_Collection entries_:
+++++
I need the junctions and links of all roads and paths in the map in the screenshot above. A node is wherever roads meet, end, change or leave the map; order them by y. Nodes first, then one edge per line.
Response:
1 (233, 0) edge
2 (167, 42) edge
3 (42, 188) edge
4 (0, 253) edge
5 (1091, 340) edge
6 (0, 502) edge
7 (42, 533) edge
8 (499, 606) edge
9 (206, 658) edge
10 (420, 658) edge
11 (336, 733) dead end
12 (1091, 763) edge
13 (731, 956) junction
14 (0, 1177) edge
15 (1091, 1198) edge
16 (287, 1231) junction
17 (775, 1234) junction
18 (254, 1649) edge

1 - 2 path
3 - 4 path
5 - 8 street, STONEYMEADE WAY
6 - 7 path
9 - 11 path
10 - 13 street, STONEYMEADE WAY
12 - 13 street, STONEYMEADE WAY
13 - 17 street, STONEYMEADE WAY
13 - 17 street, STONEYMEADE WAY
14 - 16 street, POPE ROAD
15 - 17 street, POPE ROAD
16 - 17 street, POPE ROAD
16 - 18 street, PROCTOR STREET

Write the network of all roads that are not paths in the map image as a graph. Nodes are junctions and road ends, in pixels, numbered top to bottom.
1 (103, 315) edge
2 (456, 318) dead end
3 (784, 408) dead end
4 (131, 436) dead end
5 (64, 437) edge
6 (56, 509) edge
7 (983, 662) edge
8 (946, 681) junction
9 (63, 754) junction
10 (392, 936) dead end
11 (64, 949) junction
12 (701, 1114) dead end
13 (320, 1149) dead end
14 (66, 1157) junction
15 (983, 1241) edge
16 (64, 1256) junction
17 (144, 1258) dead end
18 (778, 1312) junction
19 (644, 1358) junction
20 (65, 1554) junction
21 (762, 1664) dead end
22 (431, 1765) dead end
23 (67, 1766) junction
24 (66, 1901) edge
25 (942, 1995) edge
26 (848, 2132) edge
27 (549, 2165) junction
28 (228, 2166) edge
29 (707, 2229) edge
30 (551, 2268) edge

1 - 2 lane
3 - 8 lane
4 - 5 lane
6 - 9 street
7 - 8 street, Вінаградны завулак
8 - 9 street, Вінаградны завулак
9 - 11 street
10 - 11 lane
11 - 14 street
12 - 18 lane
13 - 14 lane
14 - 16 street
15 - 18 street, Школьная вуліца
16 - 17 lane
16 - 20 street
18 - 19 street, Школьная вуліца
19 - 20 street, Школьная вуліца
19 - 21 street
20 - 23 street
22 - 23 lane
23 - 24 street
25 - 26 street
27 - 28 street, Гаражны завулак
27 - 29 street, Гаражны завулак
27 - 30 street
+++++
_What to do_: So that nothing is lost, please reproduce each entry exactly as written.

_Worked solution_:
I need the junctions and links of all roads and paths in the map in the screenshot above. A node is wherever roads meet, end, change or leave the map; order them by y. Nodes first, then one edge per line.
Response:
1 (233, 0) edge
2 (167, 42) edge
3 (42, 188) edge
4 (0, 253) edge
5 (1091, 340) edge
6 (0, 502) edge
7 (42, 533) edge
8 (499, 606) edge
9 (206, 658) edge
10 (420, 658) edge
11 (336, 733) dead end
12 (1091, 763) edge
13 (731, 956) junction
14 (0, 1177) edge
15 (1091, 1198) edge
16 (287, 1231) junction
17 (775, 1234) junction
18 (254, 1649) edge

1 - 2 path
3 - 4 path
5 - 8 street, STONEYMEADE WAY
6 - 7 path
9 - 11 path
10 - 13 street, STONEYMEADE WAY
12 - 13 street, STONEYMEADE WAY
13 - 17 street, STONEYMEADE WAY
13 - 17 street, STONEYMEADE WAY
14 - 16 street, POPE ROAD
15 - 17 street, POPE ROAD
16 - 17 street, POPE ROAD
16 - 18 street, PROCTOR STREET

Write the network of all roads that are not paths in the map image as a graph. Nodes are junctions and road ends, in pixels, numbered top to bottom.
1 (103, 315) edge
2 (456, 318) dead end
3 (784, 408) dead end
4 (131, 436) dead end
5 (64, 437) edge
6 (56, 509) edge
7 (983, 662) edge
8 (946, 681) junction
9 (63, 754) junction
10 (392, 936) dead end
11 (64, 949) junction
12 (701, 1114) dead end
13 (320, 1149) dead end
14 (66, 1157) junction
15 (983, 1241) edge
16 (64, 1256) junction
17 (144, 1258) dead end
18 (778, 1312) junction
19 (644, 1358) junction
20 (65, 1554) junction
21 (762, 1664) dead end
22 (431, 1765) dead end
23 (67, 1766) junction
24 (66, 1901) edge
25 (942, 1995) edge
26 (848, 2132) edge
27 (549, 2165) junction
28 (228, 2166) edge
29 (707, 2229) edge
30 (551, 2268) edge

1 - 2 lane
3 - 8 lane
4 - 5 lane
6 - 9 street
7 - 8 street, Вінаградны завулак
8 - 9 street, Вінаградны завулак
9 - 11 street
10 - 11 lane
11 - 14 street
12 - 18 lane
13 - 14 lane
14 - 16 street
15 - 18 street, Школьная вуліца
16 - 17 lane
16 - 20 street
18 - 19 street, Школьная вуліца
19 - 20 street, Школьная вуліца
19 - 21 street
20 - 23 street
22 - 23 lane
23 - 24 street
25 - 26 street
27 - 28 street, Гаражны завулак
27 - 29 street, Гаражны завулак
27 - 30 street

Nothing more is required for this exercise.